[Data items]

----------------------------------------

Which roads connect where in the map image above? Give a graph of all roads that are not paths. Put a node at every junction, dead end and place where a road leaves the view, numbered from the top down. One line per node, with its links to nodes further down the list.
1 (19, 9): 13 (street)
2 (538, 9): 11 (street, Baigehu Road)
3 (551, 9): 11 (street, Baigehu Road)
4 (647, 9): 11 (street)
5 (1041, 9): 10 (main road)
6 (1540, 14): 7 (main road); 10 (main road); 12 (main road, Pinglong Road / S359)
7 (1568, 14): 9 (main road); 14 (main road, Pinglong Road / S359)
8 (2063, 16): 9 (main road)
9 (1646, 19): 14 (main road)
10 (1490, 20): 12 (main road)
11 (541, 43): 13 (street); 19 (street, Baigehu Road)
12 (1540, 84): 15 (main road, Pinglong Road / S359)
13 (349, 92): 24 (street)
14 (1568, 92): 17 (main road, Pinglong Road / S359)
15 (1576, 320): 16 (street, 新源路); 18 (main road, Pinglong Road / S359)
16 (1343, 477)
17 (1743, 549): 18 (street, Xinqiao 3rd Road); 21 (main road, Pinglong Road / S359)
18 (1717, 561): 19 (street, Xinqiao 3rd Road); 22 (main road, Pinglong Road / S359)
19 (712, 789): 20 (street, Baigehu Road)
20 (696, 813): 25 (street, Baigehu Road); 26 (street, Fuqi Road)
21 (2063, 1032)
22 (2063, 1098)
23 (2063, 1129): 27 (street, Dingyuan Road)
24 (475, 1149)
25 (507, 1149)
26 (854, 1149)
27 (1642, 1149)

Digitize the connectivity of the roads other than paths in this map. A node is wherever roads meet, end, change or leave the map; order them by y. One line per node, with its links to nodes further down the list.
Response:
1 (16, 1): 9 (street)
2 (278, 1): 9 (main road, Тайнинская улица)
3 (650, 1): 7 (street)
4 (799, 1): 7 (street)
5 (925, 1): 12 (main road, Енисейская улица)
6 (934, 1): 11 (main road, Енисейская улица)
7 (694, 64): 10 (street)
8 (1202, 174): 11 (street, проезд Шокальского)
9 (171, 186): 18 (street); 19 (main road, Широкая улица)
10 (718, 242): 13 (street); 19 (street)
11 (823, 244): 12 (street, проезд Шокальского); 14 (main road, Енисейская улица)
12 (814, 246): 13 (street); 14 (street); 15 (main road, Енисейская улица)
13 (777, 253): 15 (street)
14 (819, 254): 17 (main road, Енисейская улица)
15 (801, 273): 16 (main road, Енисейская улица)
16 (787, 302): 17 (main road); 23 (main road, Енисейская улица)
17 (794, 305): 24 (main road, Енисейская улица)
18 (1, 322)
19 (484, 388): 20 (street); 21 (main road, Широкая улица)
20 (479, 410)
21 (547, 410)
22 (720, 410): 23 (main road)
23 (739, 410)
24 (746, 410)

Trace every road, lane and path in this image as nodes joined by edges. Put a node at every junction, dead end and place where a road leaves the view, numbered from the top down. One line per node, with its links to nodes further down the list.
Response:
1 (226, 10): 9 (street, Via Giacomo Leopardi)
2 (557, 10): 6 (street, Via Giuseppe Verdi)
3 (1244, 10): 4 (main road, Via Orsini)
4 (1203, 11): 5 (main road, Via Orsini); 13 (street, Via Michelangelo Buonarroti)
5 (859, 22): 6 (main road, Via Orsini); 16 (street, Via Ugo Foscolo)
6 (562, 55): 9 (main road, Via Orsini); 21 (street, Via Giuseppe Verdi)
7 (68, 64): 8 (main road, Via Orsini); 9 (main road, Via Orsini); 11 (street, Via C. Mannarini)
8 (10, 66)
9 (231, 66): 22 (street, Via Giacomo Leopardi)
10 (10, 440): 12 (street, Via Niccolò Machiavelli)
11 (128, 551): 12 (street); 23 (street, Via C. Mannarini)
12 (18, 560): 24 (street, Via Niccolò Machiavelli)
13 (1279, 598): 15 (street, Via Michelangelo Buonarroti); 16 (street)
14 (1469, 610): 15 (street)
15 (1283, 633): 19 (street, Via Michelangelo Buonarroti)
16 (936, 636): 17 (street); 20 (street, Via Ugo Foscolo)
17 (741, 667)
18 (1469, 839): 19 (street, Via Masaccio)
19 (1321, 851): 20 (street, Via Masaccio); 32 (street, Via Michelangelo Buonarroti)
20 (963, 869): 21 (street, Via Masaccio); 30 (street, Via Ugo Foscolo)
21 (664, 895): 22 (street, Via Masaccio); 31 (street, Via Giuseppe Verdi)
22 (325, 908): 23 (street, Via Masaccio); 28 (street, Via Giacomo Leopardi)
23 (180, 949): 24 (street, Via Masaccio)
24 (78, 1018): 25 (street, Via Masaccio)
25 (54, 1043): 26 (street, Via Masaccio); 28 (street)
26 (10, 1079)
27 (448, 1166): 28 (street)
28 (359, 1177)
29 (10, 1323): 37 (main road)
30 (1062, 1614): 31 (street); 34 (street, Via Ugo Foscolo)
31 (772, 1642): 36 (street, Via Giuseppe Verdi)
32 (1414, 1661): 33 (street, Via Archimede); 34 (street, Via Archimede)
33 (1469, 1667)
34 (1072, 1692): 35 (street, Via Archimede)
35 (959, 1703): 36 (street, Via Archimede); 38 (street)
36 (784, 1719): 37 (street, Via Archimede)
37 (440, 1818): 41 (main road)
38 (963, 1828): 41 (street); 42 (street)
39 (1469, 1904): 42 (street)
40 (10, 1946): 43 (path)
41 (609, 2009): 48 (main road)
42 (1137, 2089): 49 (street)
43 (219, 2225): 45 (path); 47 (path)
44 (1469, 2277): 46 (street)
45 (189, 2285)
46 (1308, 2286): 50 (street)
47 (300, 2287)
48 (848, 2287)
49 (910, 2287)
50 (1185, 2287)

----------------------------------------

Using the entries above, work out the number of lines that hold the word "Енисейская" and write it with no other words.

[SOLUTION BELOW] 8